## Problem statement
Whenever a line of the listing contains the string "overflow", return that line.

[Records to use — start]

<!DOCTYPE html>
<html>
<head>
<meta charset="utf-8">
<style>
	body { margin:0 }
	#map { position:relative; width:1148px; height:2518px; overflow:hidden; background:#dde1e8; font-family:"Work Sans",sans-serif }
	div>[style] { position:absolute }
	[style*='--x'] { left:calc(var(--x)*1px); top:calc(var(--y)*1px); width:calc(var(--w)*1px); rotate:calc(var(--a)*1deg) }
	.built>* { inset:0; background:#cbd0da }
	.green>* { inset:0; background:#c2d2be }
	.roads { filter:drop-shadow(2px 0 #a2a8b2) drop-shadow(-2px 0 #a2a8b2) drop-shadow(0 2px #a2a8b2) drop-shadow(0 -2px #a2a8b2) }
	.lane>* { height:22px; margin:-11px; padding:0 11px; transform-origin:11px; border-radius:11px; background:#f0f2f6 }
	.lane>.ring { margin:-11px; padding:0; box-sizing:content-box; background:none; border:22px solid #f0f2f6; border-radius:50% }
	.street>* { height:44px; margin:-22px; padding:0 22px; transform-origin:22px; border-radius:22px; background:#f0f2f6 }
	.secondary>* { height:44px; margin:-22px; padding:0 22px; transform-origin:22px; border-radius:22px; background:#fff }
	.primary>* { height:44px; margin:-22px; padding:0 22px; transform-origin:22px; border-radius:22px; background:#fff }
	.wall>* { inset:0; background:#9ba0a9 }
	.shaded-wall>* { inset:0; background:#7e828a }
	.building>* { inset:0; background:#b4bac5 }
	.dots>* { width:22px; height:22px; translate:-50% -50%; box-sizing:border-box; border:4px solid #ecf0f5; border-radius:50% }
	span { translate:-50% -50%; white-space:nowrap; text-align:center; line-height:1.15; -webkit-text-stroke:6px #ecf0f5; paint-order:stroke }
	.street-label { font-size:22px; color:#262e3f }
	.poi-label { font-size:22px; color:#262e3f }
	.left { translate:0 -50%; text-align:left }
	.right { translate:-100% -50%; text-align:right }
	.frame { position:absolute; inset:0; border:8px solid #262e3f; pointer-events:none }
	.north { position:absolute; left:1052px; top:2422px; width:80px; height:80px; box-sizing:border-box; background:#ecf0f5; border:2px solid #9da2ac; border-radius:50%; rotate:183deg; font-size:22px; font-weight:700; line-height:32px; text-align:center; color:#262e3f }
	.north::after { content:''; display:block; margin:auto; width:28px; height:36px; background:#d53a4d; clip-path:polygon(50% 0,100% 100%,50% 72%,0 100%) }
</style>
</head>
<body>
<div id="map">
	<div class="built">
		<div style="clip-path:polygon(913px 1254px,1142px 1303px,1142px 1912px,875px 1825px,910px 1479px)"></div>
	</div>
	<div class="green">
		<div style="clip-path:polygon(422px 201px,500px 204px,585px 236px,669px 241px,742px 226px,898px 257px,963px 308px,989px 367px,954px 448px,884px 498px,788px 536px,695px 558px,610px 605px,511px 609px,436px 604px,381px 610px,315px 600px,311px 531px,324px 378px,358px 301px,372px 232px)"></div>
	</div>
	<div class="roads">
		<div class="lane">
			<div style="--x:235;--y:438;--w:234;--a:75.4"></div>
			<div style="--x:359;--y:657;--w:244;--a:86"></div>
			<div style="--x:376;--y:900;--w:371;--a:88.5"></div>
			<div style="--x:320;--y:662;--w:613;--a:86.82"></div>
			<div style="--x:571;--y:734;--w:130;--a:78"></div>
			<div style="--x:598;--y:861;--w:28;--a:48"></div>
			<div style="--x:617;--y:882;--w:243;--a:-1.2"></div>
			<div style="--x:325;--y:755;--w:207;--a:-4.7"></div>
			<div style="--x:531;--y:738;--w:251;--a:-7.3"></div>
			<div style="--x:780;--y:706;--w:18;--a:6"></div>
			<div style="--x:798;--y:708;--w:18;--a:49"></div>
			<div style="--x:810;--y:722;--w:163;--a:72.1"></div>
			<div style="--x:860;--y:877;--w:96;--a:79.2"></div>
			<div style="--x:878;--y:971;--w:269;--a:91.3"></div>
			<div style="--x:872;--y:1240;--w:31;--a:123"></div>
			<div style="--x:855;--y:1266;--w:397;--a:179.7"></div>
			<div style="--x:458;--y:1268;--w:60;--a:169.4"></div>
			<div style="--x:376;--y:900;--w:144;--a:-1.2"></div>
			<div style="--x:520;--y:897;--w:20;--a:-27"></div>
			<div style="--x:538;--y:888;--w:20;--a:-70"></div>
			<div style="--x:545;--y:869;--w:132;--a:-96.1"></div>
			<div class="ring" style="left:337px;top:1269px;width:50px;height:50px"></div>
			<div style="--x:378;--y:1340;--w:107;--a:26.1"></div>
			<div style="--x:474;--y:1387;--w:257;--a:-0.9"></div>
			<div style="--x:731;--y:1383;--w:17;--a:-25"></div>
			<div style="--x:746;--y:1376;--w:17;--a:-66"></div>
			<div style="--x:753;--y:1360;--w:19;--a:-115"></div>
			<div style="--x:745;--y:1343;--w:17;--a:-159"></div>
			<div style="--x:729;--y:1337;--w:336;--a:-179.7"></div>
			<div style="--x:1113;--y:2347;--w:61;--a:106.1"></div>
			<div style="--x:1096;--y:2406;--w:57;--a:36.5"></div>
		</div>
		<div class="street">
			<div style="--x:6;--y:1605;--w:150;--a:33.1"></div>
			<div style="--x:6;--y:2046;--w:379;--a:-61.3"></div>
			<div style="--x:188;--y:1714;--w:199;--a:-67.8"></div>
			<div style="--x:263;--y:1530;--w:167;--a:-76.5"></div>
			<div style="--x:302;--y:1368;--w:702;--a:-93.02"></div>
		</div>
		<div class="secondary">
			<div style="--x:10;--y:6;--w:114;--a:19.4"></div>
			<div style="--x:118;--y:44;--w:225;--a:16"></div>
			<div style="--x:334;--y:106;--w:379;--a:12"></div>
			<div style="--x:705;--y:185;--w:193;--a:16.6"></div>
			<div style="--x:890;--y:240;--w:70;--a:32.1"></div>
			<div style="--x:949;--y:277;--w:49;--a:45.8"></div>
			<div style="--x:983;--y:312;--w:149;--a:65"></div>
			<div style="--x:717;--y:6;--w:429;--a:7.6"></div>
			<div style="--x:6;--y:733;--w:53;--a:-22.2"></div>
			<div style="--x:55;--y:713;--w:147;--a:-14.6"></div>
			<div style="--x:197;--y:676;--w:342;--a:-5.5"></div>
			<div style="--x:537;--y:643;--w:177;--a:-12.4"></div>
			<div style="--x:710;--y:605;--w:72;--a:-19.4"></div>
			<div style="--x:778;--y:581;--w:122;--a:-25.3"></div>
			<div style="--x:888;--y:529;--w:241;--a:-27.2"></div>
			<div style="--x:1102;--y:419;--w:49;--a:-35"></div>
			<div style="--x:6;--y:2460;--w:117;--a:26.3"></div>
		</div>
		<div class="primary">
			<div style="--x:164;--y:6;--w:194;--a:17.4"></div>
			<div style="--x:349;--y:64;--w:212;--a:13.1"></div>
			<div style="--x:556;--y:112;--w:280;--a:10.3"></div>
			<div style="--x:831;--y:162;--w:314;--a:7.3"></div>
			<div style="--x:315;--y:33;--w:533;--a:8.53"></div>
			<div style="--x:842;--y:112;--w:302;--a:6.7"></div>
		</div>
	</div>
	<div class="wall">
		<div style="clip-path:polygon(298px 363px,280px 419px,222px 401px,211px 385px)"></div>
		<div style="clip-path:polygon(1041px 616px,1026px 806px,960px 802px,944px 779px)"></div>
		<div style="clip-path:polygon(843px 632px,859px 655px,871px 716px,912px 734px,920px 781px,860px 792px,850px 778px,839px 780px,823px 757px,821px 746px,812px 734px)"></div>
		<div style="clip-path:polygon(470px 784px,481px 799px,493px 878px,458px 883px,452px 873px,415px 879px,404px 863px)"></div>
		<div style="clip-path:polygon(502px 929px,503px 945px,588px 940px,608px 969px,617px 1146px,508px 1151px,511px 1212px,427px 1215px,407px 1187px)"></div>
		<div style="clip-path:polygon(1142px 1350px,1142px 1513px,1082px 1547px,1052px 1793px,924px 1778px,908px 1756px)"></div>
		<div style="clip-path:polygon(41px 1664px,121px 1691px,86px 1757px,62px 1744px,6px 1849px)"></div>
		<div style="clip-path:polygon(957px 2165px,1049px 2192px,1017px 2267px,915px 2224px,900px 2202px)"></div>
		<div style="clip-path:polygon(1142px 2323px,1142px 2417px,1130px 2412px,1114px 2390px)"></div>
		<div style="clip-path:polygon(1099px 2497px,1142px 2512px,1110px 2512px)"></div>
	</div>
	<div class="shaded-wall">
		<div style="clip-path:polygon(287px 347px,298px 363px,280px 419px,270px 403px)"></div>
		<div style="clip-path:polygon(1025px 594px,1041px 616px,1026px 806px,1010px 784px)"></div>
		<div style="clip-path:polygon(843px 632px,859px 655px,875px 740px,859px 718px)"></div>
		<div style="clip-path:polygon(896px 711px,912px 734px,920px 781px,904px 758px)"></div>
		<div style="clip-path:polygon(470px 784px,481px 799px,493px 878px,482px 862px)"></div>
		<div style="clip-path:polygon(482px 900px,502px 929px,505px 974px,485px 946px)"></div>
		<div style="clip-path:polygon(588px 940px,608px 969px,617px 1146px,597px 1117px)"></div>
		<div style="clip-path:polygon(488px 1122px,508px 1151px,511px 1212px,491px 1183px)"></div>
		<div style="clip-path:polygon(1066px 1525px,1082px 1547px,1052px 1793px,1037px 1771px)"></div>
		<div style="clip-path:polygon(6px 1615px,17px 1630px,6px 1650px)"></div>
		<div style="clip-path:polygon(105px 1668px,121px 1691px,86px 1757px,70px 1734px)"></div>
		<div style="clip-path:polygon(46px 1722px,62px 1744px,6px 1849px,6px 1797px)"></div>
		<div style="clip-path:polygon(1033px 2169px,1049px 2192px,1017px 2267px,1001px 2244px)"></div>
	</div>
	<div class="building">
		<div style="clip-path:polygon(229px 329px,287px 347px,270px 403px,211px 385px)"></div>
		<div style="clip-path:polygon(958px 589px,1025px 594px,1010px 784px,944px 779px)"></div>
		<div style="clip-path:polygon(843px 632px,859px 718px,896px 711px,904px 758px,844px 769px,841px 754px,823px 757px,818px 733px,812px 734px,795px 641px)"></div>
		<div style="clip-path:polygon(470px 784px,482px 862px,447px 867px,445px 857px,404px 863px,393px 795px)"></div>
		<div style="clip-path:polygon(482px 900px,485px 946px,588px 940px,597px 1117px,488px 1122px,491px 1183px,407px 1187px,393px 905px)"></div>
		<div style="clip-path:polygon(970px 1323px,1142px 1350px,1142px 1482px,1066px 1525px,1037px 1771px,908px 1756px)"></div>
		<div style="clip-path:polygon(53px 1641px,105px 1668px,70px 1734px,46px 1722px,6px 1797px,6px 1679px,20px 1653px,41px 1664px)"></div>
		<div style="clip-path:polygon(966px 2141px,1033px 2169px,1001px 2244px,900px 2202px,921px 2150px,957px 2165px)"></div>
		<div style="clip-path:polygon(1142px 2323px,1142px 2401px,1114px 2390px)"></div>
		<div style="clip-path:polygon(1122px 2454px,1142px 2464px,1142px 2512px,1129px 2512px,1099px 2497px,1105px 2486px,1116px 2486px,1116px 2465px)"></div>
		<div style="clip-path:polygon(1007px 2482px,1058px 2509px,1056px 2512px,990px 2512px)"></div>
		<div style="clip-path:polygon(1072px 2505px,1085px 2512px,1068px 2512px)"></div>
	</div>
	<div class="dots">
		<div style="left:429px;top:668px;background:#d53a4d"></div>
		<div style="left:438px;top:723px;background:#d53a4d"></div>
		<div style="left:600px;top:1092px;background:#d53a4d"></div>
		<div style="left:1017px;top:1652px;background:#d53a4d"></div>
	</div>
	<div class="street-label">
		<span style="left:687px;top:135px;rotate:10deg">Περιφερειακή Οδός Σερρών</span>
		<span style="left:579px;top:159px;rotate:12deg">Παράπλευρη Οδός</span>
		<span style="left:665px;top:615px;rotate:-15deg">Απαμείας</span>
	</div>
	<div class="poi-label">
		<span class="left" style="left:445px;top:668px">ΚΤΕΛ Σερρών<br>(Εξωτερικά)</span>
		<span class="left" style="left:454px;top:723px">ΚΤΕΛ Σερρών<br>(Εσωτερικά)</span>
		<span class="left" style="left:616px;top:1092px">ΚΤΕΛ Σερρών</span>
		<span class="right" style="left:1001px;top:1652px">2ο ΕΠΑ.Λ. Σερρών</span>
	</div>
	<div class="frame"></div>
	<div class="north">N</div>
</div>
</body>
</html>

[Records to use — finish]
[Records to use — start]

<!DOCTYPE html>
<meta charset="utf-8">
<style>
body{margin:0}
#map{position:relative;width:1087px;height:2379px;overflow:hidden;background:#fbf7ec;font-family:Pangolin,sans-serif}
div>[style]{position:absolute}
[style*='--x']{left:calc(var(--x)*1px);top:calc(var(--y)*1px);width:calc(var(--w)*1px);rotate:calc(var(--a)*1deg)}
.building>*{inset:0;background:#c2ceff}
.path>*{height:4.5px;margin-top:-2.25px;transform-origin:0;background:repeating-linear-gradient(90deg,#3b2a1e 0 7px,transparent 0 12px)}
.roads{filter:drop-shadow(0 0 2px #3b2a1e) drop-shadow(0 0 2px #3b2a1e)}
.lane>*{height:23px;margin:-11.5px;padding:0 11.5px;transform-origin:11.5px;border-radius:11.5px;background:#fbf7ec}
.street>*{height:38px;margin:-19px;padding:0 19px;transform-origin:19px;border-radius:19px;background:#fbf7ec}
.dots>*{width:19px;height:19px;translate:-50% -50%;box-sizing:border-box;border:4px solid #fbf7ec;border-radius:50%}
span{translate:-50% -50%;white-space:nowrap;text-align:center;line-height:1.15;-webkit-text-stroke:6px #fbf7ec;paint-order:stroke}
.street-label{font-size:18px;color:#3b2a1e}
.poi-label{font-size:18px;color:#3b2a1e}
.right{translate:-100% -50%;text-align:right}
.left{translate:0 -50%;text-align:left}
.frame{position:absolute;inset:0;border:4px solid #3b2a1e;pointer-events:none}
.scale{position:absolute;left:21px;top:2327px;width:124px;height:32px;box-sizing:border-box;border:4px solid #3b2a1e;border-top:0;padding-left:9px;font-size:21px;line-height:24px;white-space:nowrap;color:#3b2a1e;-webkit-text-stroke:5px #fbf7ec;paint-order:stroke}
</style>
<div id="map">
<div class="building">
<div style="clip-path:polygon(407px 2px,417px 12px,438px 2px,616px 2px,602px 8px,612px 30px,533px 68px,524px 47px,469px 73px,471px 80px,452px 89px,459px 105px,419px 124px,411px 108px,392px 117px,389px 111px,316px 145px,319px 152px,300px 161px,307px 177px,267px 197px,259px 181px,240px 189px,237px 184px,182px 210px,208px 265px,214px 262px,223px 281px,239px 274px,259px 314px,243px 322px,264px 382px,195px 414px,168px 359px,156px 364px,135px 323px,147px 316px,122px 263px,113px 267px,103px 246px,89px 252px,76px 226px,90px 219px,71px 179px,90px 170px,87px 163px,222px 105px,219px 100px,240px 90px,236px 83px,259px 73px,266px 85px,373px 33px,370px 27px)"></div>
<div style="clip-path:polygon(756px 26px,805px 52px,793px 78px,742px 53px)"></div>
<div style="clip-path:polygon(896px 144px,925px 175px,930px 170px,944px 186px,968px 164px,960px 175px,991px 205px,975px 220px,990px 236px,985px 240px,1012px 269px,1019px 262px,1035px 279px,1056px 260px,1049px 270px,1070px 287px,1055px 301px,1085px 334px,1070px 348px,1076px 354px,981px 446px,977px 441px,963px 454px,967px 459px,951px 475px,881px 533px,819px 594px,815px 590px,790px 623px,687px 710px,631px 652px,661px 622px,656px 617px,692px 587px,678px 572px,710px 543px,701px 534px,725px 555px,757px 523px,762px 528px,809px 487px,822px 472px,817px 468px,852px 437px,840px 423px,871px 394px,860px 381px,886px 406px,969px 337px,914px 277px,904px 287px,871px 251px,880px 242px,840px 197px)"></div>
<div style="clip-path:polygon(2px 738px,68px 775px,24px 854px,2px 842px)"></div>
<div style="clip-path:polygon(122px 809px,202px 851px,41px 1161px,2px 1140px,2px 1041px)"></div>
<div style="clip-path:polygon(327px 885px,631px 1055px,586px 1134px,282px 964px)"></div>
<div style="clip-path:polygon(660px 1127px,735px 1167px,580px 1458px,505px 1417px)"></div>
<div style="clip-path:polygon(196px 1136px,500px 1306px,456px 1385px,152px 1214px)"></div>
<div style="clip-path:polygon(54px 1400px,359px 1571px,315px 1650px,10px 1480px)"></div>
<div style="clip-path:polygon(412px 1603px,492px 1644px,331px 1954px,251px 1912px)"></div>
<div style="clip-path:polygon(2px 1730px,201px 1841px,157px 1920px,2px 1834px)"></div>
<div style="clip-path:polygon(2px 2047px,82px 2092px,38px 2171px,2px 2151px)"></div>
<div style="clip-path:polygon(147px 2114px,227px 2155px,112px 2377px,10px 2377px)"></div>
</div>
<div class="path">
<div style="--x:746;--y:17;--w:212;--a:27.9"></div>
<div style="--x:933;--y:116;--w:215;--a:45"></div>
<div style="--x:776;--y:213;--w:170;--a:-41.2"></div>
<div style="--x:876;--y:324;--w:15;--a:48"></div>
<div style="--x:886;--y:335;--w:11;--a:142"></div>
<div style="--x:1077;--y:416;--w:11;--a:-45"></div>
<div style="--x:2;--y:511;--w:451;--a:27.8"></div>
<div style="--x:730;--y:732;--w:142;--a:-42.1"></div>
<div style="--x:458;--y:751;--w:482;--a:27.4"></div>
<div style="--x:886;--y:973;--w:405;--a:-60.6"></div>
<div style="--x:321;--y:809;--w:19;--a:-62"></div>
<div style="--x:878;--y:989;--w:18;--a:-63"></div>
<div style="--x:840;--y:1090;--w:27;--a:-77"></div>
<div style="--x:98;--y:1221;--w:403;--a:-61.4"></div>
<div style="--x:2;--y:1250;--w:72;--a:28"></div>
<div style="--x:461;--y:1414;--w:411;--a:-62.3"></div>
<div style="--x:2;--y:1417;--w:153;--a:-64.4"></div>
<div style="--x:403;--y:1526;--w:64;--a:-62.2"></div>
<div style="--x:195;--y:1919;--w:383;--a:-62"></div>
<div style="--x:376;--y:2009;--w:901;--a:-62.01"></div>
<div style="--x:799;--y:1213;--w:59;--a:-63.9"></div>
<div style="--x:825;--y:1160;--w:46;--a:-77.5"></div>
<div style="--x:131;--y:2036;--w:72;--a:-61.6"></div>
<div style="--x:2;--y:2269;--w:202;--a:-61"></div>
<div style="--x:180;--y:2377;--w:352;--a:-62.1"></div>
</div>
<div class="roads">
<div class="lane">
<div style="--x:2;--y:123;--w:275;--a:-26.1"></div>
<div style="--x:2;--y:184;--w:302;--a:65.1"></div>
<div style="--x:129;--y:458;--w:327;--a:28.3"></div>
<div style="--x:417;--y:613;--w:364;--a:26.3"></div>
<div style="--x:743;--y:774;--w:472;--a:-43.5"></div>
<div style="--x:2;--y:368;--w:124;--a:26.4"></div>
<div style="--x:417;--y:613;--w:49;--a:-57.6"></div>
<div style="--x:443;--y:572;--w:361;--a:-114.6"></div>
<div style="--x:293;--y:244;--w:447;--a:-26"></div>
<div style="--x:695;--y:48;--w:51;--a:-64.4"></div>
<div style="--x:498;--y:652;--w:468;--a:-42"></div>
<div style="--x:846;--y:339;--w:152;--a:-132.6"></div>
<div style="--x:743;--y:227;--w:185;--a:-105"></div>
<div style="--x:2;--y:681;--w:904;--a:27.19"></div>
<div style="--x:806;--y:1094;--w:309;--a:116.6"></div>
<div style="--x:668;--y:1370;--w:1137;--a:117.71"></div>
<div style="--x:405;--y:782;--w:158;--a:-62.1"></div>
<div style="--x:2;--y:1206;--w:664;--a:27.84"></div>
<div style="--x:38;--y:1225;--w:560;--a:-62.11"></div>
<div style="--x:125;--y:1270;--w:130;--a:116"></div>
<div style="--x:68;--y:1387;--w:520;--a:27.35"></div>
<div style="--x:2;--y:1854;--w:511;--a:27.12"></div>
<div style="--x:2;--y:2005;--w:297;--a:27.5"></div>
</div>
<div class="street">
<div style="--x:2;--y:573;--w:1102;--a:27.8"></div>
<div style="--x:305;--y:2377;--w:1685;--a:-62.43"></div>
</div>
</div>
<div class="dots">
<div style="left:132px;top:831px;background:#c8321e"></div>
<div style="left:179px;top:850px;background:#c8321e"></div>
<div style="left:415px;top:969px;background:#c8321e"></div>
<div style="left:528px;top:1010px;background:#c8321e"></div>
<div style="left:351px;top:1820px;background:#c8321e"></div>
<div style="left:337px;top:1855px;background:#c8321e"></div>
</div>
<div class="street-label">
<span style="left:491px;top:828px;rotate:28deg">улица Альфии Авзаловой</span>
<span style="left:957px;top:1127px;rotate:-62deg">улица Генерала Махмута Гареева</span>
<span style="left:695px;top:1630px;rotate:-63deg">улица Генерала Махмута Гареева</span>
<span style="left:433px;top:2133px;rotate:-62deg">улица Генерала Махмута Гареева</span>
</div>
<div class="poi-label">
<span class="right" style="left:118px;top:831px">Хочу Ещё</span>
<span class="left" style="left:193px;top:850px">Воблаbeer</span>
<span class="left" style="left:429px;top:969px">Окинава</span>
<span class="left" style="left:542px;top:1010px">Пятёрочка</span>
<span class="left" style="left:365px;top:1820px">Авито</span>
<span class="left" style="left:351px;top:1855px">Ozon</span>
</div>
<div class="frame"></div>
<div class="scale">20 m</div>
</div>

[Records to use — finish]

## Response area
	#map { position:relative; width:1148px; height:2518px; overflow:hidden; background:#dde1e8; font-family:"Work Sans",sans-serif }
#map{position:relative;width:1087px;height:2379px;overflow:hidden;background:#fbf7ec;font-family:Pangolin,sans-serif}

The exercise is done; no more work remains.